Sunday, May 23, 2010

May 23

After Rand Paul stated the other day that he would support repeal of the key public accommodations provision of the 1964 Civil Rights Act, conservative commentator John Stossel on Fox News called for that repeal as well. I know that it's not going to happen, but still, how is this even considered a legitimate part of the public discourse? (Libertarians sometimes make nice pets, but not when they pee on the carpet.) I've often been afraid for my country, but I think this is the first time I've ever been afraid of my country. Media coverage of the "Tea Party" is legitimating crazy talk. And some people are starting to act. It could get a lot uglier before it gets prettier.

On another worrisome front, the Daily Kos ran a good piece on continuing unemployment and economic concerns:

http://www.dailykos.com/story/2010/5/18/867517/-A-perfect-storm-for-unemployment-in-June
   
Why is it that I feel my departure from the country is well-timed? I shouldn't have to feel that.

I learn from Arabic Literature (in English) and the New York Times that last month, a car bomb in Baghdad destroyed the home of the late Palestinian writer Jabra Ibrahim Jabra, killing his wife and son and obliterating a lifetime's collection of culture, including books, paintings, and irreplaceable documents. There are no words. Well, perhaps these words:

There is a line of ancient poetry that every educated Arab can recite. “Stop and let us weep,” it famously begins, “for the beloved and the home.”....Friends say Mr. Jabra incarnated the ideal of his house — a dissident who drew determination from the dispossession of his people, a Christian who celebrated his identity as an Arab, a secular artist who was inspired to link the societies of his birth and his education, and a thinker who found strength to be open to the world through faith in his own culture. 


Kevin from Canada writes what I think is the third rave review I have read of Tom Rachman's new novel The Imperfectionists -- clearly a book to put atop the TBR pile:

http://kevinfromcanada.wordpress.com/2010/05/19/the-imperfectionists-by-tom-rachman/

Jason Crane at The Jazz Session interviews soprano saxophonist Sam Newsome, who has concentrated exclusively on that challenging instrument for the past 15 years, and whose new album Blue Soliloquy sounds most impressive in the excerpts that Crane plays:

http://thejazzsession.com/2010/05/20/the-jazz-session-170-sam-newsome/

http://en.wikipedia.org/wiki/Sam_Newsome

The prose copy of art exhibition press releases often verges on the pretentious and academic in a way that does injustice to the actual visual qualities of the artworks.
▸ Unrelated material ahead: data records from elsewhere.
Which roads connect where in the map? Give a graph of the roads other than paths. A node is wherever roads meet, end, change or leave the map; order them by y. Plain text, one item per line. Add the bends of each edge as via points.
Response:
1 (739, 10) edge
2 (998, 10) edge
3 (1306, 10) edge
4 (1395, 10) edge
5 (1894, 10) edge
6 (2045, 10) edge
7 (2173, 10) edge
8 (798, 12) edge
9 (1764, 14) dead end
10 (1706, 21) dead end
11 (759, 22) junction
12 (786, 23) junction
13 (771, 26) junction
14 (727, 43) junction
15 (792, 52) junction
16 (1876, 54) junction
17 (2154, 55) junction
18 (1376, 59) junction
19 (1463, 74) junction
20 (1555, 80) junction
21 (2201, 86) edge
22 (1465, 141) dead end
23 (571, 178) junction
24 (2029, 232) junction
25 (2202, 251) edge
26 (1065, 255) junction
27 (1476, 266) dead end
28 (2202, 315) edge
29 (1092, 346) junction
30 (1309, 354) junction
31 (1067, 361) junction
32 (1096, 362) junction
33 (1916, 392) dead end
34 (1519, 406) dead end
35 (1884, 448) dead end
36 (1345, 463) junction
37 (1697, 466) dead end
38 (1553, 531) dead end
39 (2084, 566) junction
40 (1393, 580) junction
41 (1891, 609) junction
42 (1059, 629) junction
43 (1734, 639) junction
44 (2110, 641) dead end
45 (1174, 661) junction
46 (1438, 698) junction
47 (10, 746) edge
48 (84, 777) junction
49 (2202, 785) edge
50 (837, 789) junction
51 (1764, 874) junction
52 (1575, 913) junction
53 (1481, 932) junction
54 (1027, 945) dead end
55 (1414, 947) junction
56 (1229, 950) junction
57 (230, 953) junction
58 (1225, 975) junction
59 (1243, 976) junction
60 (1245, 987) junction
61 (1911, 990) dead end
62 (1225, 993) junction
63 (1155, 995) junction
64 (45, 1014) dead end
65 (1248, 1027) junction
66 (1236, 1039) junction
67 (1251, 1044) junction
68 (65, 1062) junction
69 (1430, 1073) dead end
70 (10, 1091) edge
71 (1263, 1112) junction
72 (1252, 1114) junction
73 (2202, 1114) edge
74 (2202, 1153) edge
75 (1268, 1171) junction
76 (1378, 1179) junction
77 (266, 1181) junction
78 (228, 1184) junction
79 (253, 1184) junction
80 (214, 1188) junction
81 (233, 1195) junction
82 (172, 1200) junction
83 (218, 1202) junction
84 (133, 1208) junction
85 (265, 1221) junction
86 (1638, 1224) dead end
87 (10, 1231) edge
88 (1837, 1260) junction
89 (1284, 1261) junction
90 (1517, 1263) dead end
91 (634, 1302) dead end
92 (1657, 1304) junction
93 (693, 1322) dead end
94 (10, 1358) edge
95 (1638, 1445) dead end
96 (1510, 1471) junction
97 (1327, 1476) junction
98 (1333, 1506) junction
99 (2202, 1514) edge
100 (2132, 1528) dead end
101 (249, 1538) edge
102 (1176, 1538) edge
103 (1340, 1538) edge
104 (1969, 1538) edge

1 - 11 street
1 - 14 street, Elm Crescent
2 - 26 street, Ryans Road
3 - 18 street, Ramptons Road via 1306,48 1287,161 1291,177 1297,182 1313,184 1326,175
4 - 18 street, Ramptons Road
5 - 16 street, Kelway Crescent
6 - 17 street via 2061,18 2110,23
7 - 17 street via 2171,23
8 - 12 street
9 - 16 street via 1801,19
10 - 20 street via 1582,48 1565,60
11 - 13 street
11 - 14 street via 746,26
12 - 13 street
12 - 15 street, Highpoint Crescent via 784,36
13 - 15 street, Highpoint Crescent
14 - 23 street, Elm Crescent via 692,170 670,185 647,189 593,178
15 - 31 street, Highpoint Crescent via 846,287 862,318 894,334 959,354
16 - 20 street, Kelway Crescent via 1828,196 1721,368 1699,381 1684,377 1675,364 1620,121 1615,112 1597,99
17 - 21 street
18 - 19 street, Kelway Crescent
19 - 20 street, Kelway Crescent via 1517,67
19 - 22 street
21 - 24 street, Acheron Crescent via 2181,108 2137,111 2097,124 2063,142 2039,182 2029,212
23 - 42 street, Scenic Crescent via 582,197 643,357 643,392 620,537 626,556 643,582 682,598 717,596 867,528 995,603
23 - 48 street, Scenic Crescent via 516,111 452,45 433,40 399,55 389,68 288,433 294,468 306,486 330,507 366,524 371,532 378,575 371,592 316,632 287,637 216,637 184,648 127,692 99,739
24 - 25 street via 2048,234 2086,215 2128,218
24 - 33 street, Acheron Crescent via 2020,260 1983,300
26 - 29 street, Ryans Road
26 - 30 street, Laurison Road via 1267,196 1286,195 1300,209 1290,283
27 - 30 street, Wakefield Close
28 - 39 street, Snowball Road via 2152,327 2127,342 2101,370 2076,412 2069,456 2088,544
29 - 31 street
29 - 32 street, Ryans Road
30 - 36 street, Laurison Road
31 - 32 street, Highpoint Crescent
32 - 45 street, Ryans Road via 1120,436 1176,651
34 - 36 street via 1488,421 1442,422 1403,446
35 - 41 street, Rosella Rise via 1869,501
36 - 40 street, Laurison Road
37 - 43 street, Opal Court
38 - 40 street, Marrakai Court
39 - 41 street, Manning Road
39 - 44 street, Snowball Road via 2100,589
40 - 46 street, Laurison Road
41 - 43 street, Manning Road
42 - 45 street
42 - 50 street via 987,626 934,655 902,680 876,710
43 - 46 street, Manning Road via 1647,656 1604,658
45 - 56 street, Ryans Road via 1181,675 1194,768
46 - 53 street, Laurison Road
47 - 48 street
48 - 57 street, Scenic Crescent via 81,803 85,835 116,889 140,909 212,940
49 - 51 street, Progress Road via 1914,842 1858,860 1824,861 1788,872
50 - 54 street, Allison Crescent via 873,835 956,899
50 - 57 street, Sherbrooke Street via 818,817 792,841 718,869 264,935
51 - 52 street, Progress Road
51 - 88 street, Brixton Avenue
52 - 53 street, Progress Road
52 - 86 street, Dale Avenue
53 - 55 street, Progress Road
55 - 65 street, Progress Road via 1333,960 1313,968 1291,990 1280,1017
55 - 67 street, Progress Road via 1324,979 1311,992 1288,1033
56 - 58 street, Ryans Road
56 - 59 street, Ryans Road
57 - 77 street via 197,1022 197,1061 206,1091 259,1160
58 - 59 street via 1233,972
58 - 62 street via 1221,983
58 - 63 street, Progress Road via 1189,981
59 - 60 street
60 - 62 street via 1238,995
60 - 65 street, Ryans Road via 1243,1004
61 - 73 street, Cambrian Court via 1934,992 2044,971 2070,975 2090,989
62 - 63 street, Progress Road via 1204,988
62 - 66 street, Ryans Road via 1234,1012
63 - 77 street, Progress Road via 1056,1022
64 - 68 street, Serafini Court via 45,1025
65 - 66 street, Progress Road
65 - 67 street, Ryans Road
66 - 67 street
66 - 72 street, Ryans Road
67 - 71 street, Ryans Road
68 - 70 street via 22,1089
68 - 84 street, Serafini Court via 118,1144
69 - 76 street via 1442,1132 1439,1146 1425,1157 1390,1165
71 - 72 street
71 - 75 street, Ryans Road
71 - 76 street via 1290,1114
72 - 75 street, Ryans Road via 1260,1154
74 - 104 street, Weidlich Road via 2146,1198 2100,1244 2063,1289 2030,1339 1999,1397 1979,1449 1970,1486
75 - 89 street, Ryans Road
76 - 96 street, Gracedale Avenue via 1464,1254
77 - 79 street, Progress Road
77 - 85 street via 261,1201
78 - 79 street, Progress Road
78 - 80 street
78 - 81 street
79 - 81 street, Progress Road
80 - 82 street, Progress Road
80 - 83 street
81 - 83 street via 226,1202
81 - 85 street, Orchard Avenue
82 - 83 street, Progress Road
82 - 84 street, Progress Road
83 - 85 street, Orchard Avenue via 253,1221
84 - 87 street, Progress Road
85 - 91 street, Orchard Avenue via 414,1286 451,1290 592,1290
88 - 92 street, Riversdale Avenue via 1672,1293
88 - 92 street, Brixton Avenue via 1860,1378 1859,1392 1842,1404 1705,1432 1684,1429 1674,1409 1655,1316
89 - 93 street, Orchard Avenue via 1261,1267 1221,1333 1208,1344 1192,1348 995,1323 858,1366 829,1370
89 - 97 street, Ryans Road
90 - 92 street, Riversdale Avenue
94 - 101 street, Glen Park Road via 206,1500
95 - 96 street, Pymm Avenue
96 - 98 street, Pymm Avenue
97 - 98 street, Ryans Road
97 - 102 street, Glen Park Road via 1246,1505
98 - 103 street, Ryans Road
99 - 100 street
Case in point, the release for French painter Romain Bernini's first U.S. exhibit, at Priska C. Juschka Fine Art in New york:

Philosophically, Bernini questions the idealized l’idée de l’ état (the idea of the state) creating a bow from Plato to Hegel and Heidegger, the absurdity of a constructed reality with demarcations, unnatural to the human existence. By nature originally nomadic, civilizations have struggled to keep their populations within a certain territory, preventing them from a physical or cultural exodus or averting other populations from penetrating their cultural or economical domain.   

Well, OK, I get this and it's not terribly difficult conceptually (some of this sort of prose is far worse, trust me), buy what does dangling Heidegger have to do with engaging me visually? Since Bernini's paintings are plenty good, let's talk about that:


http://www.artdaily.org/index.asp?int_sec=11&int_new=38152 

http://www.priskajuschkafineart.com/exhibitions.php?id=125

RIP: Martin Gardner. Gardner (1914-2010) was an incredible writer and polymath. His annotated versions of the Lewis Carroll classics, which he continued to work on for decades, are absolute models for that sort of effort. His mathematical games books are endlessly stimulating. I devoured everything I could find by Gardner from childhood on; his name on the spine was a guarantee of quality. (Hat tip to Bill Crider.)

http://seattletimes.nwsource.com/html/nationworld/2011932556_apusobitgardner.html
 
http://en.wikipedia.org/wiki/Martin_Gardner

Among notables born on this date are novelist Per Lagerkvist (Sweden), children's novelist Scott O'Dell, science fiction novelist James Blish, poet Thomas Hood, journalist Margaret Fuller, composer Jean Francaix, pianist Alicia de Larrocha, jazz clarinetist/bandleader Artie Shaw, pop singer Rosemary Clooney, aviation pioneer Otto Lilienthal, scientist Carolus Linnaeus, physician Franz Anton Mesmer, Jeopardy! contestant Ken Jennings, racehorse Seabiscuit, film directors Reinhard Hauff and Tom Tykwer, and actors Herbert Marshall, Douglas Fairbanks Sr., Joan Collins, and Drew Carey. One of my favorite episodes in the original Star Trek series is "City on the Edge of Forever," in which Joan Collins must be sacrificed so that future civilizations might live. When this played in reruns during my high school years, Spock's phrase "Edith Keeler must die" became a password among my group of friends!